[Collected data]
============
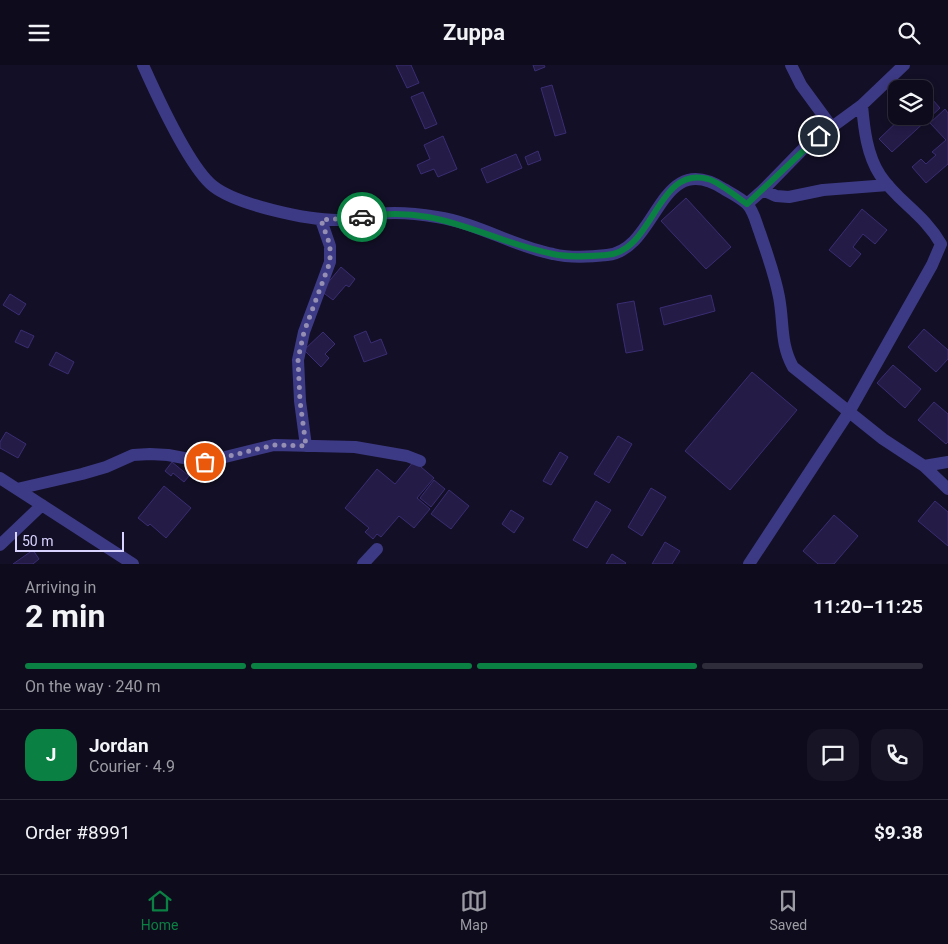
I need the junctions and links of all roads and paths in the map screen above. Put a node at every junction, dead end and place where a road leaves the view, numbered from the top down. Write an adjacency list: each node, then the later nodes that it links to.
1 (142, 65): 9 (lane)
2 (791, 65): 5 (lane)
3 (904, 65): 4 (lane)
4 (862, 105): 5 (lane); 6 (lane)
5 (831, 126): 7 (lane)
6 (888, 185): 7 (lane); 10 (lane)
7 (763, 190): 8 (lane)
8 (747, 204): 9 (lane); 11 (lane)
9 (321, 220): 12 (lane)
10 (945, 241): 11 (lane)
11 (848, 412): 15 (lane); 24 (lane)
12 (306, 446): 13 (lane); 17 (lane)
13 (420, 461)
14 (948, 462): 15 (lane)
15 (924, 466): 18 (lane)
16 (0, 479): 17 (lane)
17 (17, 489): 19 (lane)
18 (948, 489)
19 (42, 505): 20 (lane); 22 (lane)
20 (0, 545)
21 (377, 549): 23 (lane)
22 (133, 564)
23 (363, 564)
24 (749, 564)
============
Exercise instructions ▸ The pictures in the data should be omitted, and every remaining line set down exactly.

Output of the task ▸
I need the junctions and links of all roads and paths in the map screen above. Put a node at every junction, dead end and place where a road leaves the view, numbered from the top down. Write an adjacency list: each node, then the later nodes that it links to.
1 (142, 65): 9 (lane)
2 (791, 65): 5 (lane)
3 (904, 65): 4 (lane)
4 (862, 105): 5 (lane); 6 (lane)
5 (831, 126): 7 (lane)
6 (888, 185): 7 (lane); 10 (lane)
7 (763, 190): 8 (lane)
8 (747, 204): 9 (lane); 11 (lane)
9 (321, 220): 12 (lane)
10 (945, 241): 11 (lane)
11 (848, 412): 15 (lane); 24 (lane)
12 (306, 446): 13 (lane); 17 (lane)
13 (420, 461)
14 (948, 462): 15 (lane)
15 (924, 466): 18 (lane)
16 (0, 479): 17 (lane)
17 (17, 489): 19 (lane)
18 (948, 489)
19 (42, 505): 20 (lane); 22 (lane)
20 (0, 545)
21 (377, 549): 23 (lane)
22 (133, 564)
23 (363, 564)
24 (749, 564)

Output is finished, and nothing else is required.